Not sure where you're located, but Rural King has them for $209 right now. I believe they will ship to your FFL if they are not in your town.
Here is a link:
https://www.rkguns.com/taurus-pt-80...518225094904992269604289087928888769843808873


----------



## RAEIndustries (Oct 6, 2017)

yes good deal on that but check the other site mentioned above , $239 is a steal


----------



## Livingthedream (Feb 27, 2016)

blaineb22 said:


> I was looking through the weekly Academy Sports and Outdoors ad and came across a sale on the Taurus PT809 blue finish 9mm 17+1 capacity 4 inch pistol for $299. The sale is only on the 9mm caliber. In the ad it says original price $399, but in the store it says originally $499. I am looking to buy my first handgun just to keep as protection in my truck/house and to have a little fun at the local shooting range. Is this worth buying or should i pass it up?

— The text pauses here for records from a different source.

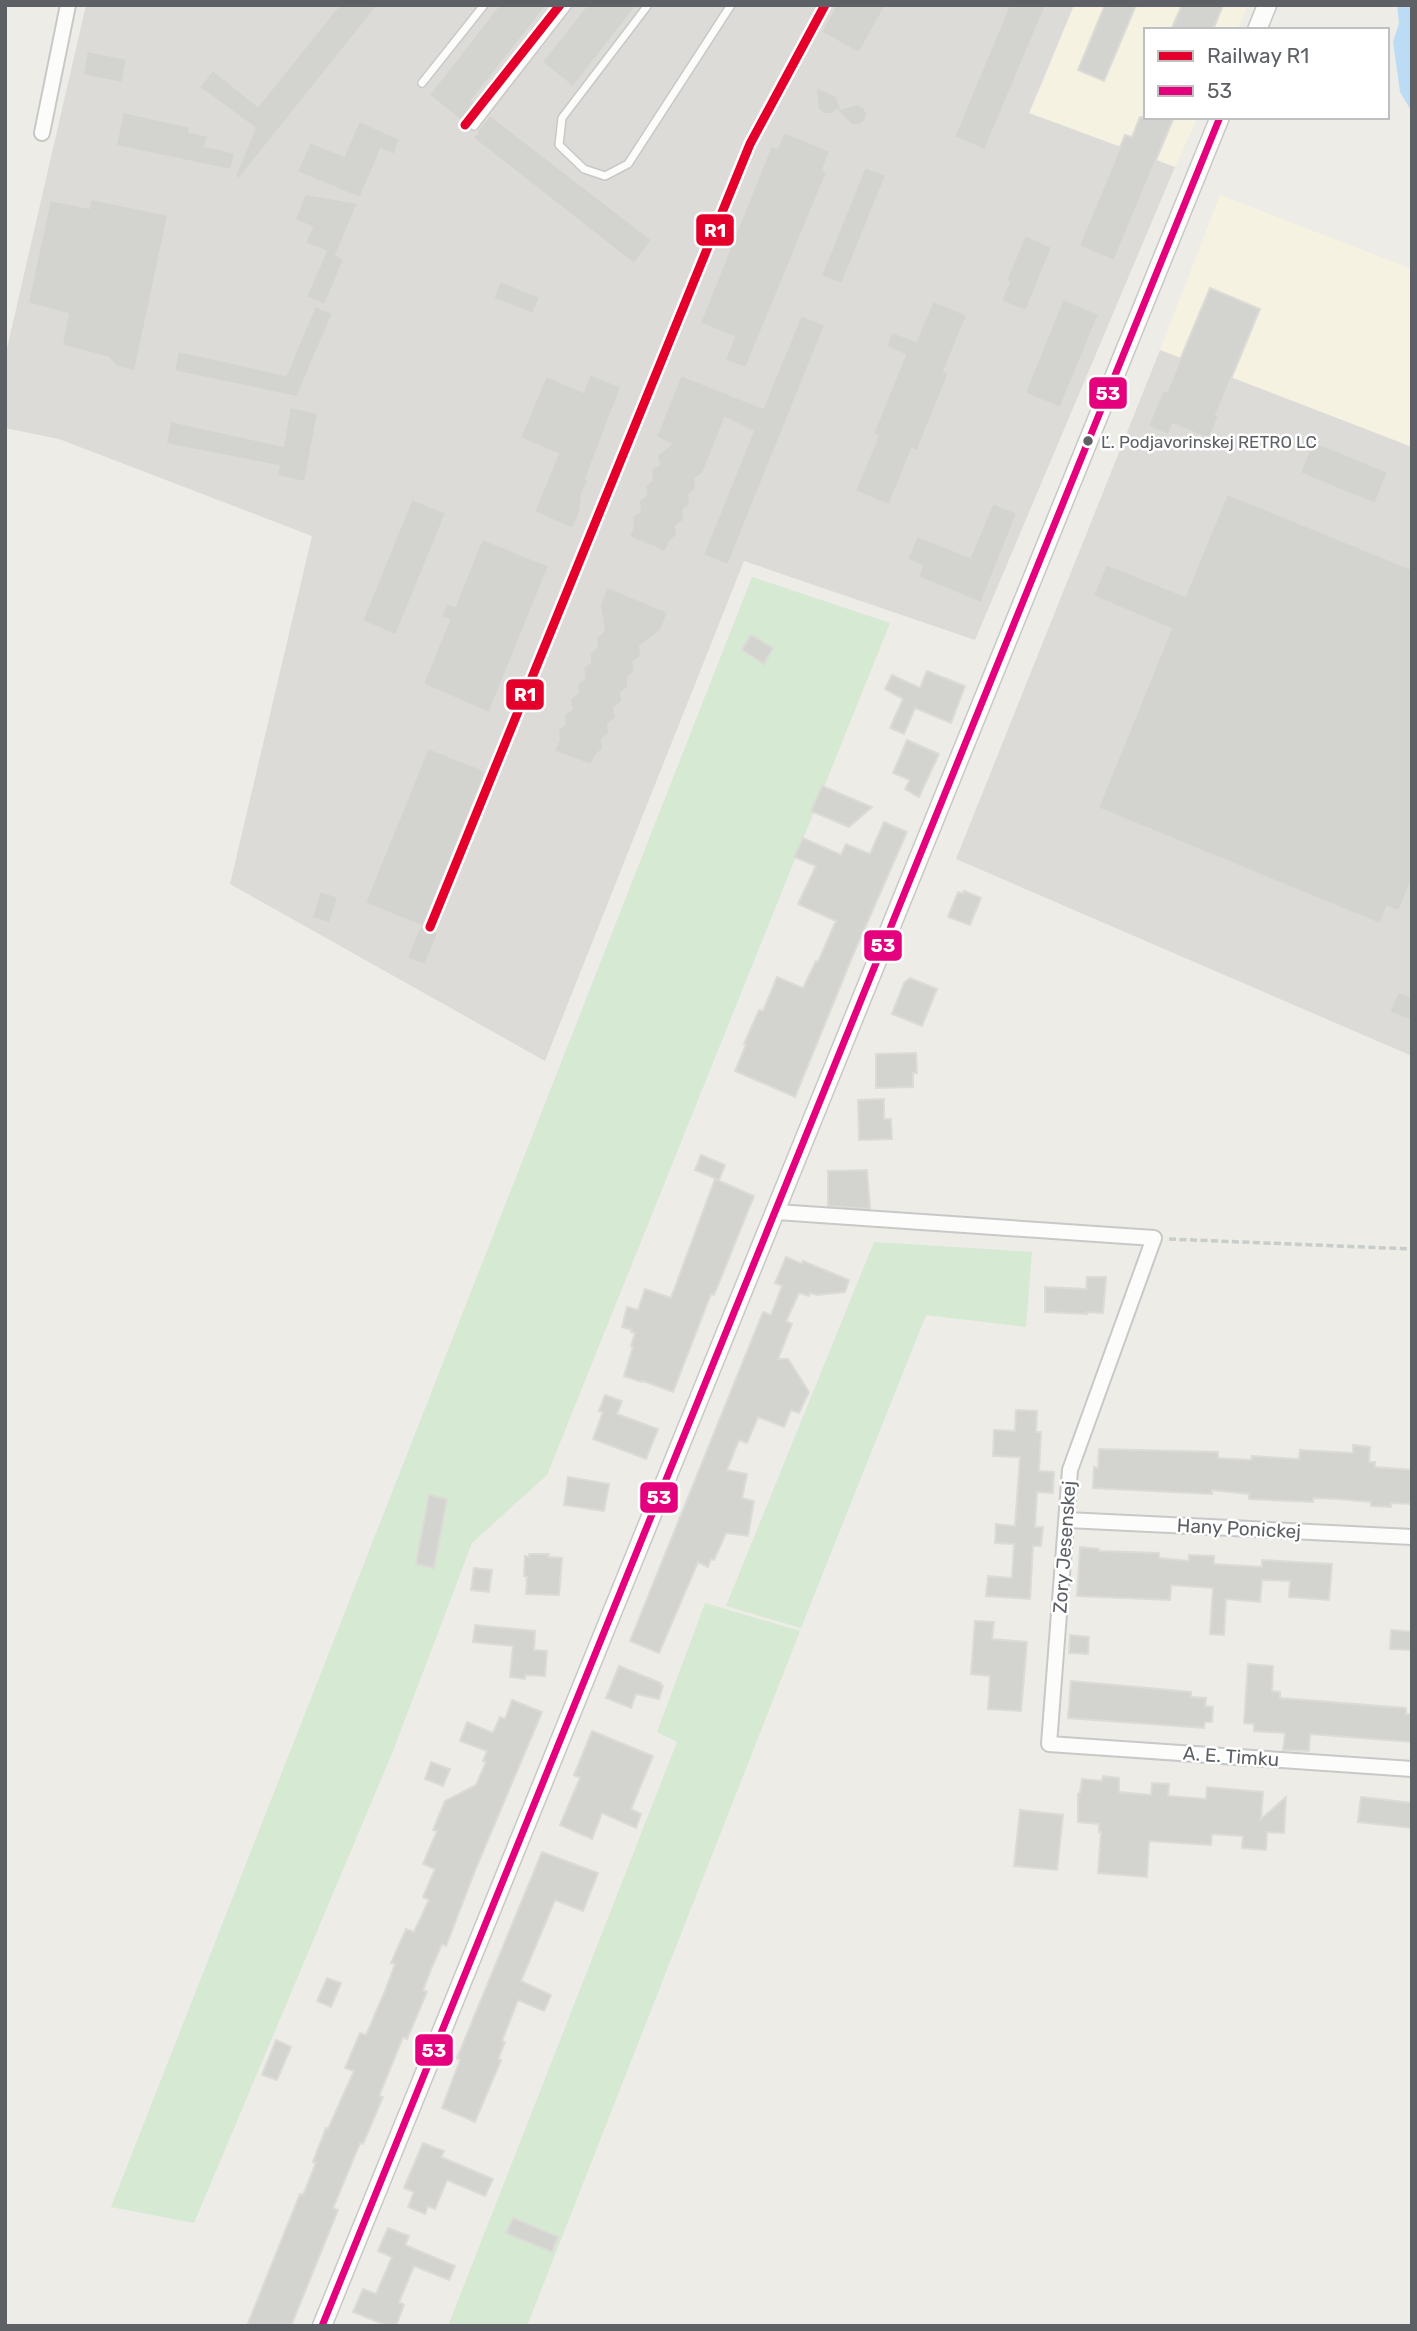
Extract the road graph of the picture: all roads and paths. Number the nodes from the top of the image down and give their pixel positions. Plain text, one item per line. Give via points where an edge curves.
1 (68, 5) edge
2 (484, 5) edge
3 (568, 5) edge
4 (648, 5) edge
5 (731, 5) edge
6 (1267, 5) edge
7 (1258, 28) edge
8 (422, 83) dead end
9 (1219, 119) edge
10 (474, 126) dead end
11 (42, 133) dead end
12 (777, 1212) junction
13 (1154, 1238) junction
14 (1412, 1249) edge
15 (1066, 1520) junction
16 (1412, 1537) edge
17 (1049, 1744) joint
18 (1412, 1769) edge
19 (322, 2326) edge

1 - 11 street
2 - 8 lane
3 - 10 lane
4 - 5 lane via 562,118 559,145 584,169 605,176 628,164
6 - 7 street
9 - 12 street
12 - 13 street
12 - 19 street
13 - 14 path
13 - 15 street, Zory Jesenskej via 1070,1470
15 - 16 street, Hany Ponickej
15 - 17 street, Zory Jesenskej
17 - 18 street, A. E. Timku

I would stay clear of anything Taurus . They are a company in turmoil . Do some research on them they have a lot of problems right now and have horrible CS and virtually no part availability. If you need to have repaired expect to wait 8 to 10 weeks .


----------



## Steve M1911A1 (Feb 6, 2008)

I sincerely apologize in advance for the following joke:

The Democrats have just passed a federal law requiring all American gun owners to exchange their firearms for Taurus pistols.
The lawmakers are certain that doing this will, once and for all, end gun violence in our nation.

(Do I have to give you the punch line? Or can you figure it out for yourself?)


----------



## Blackhawkman (Apr 9, 2014)

friends(?) don't let friends(?) buy taurus! Good one Steve!


----------



## Livingthedream (Feb 27, 2016)

Steve M1911A1 said:


> I sincerely apologize in advance for the following joke:
> 
> The Democrats have just passed a federal law requiring all American gun owners to exchange their firearms for Taurus pistols.
> The lawmakers are certain that doing this will, once and for all, end gun violence in our nation.
> ...


Good one!!!! Laughed for several min. Taurus is falling apart at the seems. Now that the law suite is settled it is a real cluster you know what. They seem to have no game plane even after almost 2 years. Replacement part are sparse and they are sending people effected by the recall the wrong replacement guns after 8 month wait just to name a few of their problems not to mention the crappy QC. BTW I did own one a G2 riddled with problems. Had a Millennium Pt-111 pro that was recalled and they sent me the G2 after 6 month wait. Sold it and never looked back.


----------